• **Task to carry out**:
Each line below should be repeated exactly as written, with no pictures carried over.

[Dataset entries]
=== Section Start ===
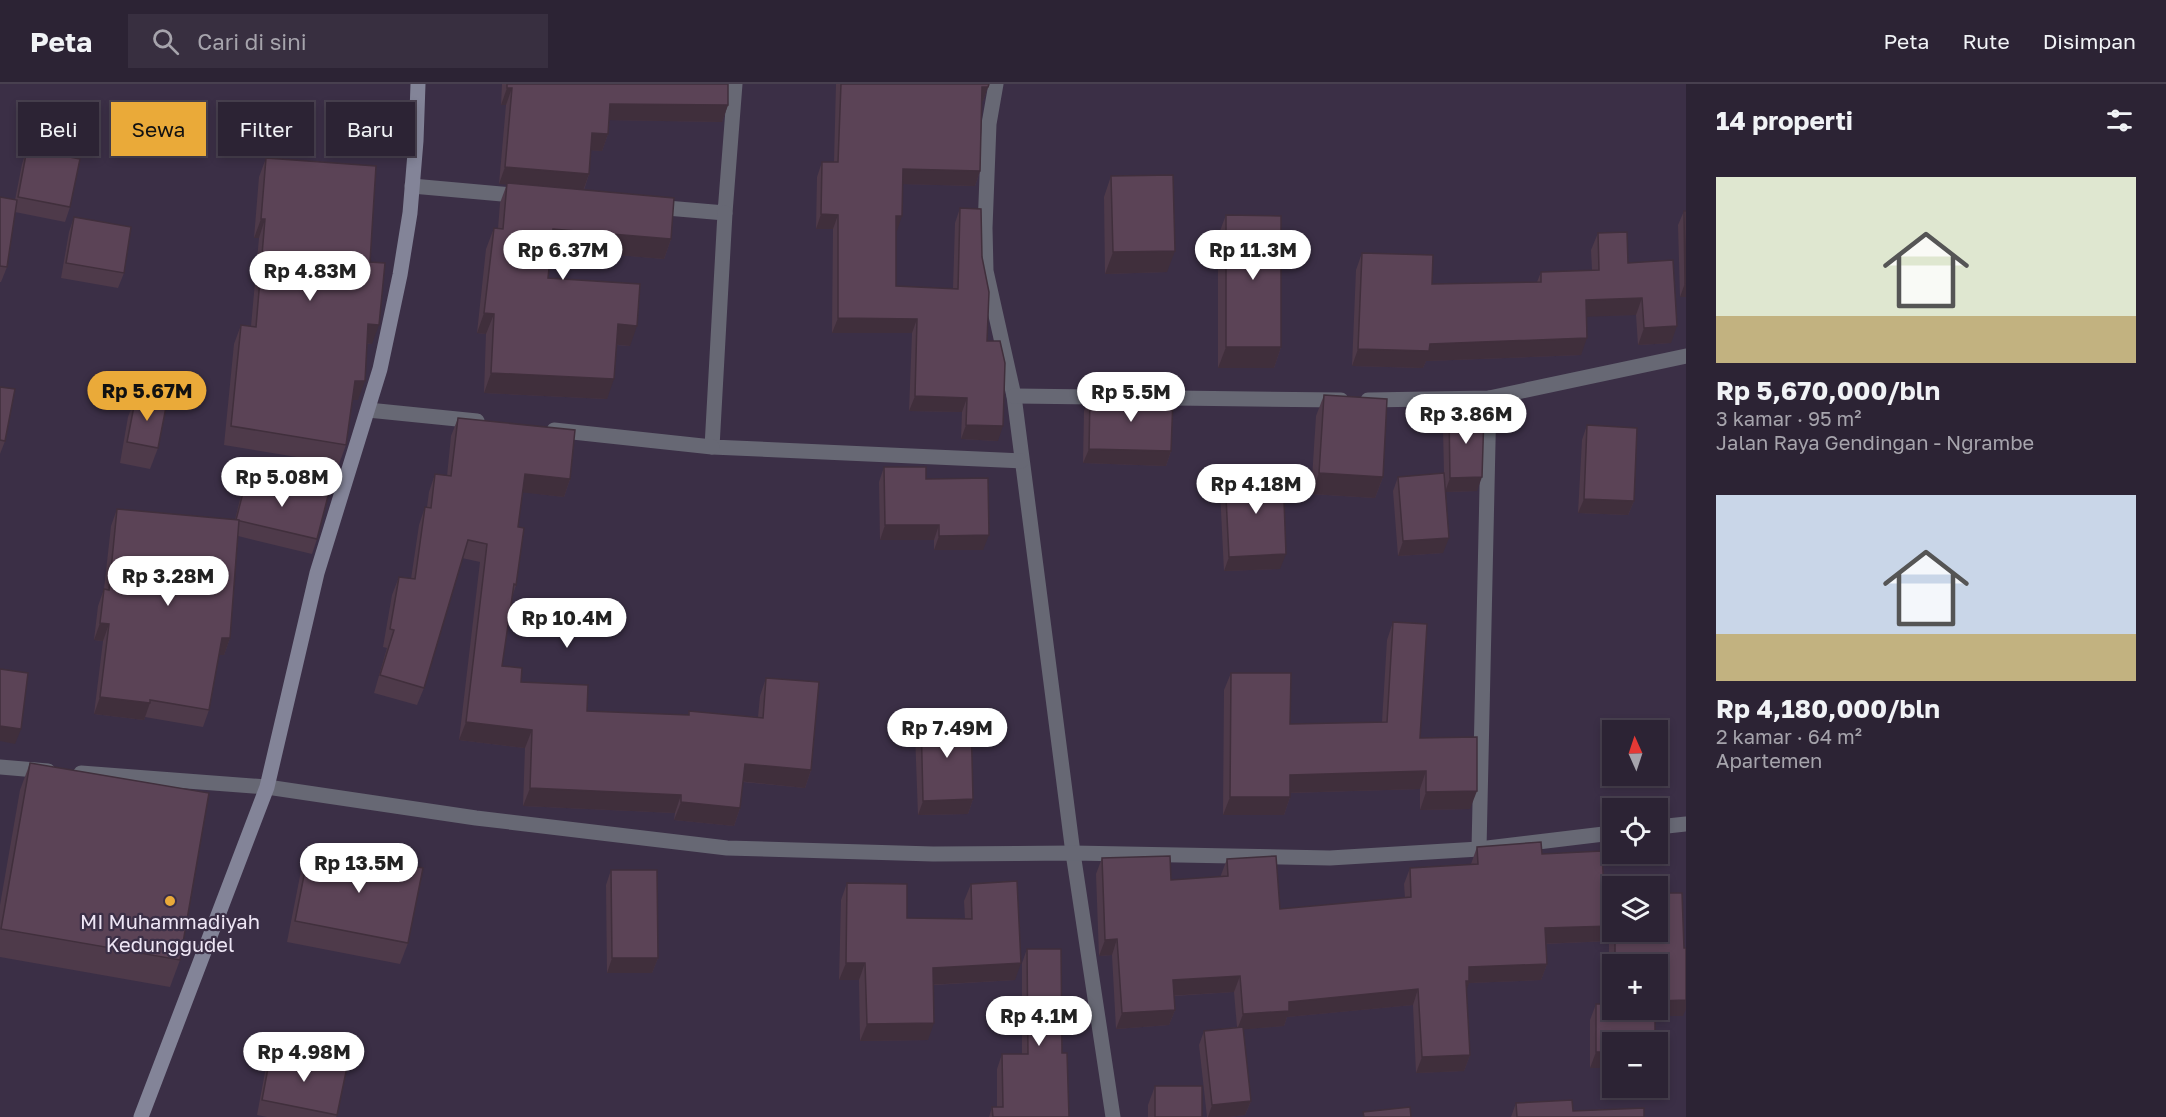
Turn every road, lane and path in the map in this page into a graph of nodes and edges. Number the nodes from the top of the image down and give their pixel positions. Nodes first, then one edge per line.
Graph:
1 (418, 84) edge
2 (735, 84) edge
3 (996, 84) edge
4 (412, 186) junction
5 (540, 197) edge
6 (644, 206) edge
7 (725, 213) junction
8 (1686, 356) edge
9 (1014, 396) junction
10 (1489, 398) junction
11 (368, 410) junction
12 (487, 423) edge
13 (534, 428) edge
14 (712, 447) junction
15 (1021, 461) junction
16 (0, 767) edge
17 (267, 787) junction
18 (1686, 824) edge
19 (1668, 826) edge
20 (1602, 834) edge
21 (1479, 849) junction
22 (1073, 853) junction
23 (141, 1117) edge
24 (1113, 1117) edge

1 - 4 main road
2 - 7 street
3 - 9 street
4 - 5 street
4 - 11 main road
6 - 7 street
7 - 14 street
8 - 10 street
9 - 10 street
9 - 15 street
10 - 21 street
11 - 12 street
11 - 17 main road
13 - 14 street
14 - 15 street
15 - 22 street
16 - 17 street
17 - 22 street
17 - 23 main road
18 - 19 street
20 - 21 street
21 - 22 street
22 - 24 street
=== Section End ===
• **Written response**:
Turn every road, lane and path in the map in this page into a graph of nodes and edges. Number the nodes from the top of the image down and give their pixel positions. Nodes first, then one edge per line.
Graph:
1 (418, 84) edge
2 (735, 84) edge
3 (996, 84) edge
4 (412, 186) junction
5 (540, 197) edge
6 (644, 206) edge
7 (725, 213) junction
8 (1686, 356) edge
9 (1014, 396) junction
10 (1489, 398) junction
11 (368, 410) junction
12 (487, 423) edge
13 (534, 428) edge
14 (712, 447) junction
15 (1021, 461) junction
16 (0, 767) edge
17 (267, 787) junction
18 (1686, 824) edge
19 (1668, 826) edge
20 (1602, 834) edge
21 (1479, 849) junction
22 (1073, 853) junction
23 (141, 1117) edge
24 (1113, 1117) edge

1 - 4 main road
2 - 7 street
3 - 9 street
4 - 5 street
4 - 11 main road
6 - 7 street
7 - 14 street
8 - 10 street
9 - 10 street
9 - 15 street
10 - 21 street
11 - 12 street
11 - 17 main road
13 - 14 street
14 - 15 street
15 - 22 street
16 - 17 street
17 - 22 street
17 - 23 main road
18 - 19 street
20 - 21 street
21 - 22 street
22 - 24 street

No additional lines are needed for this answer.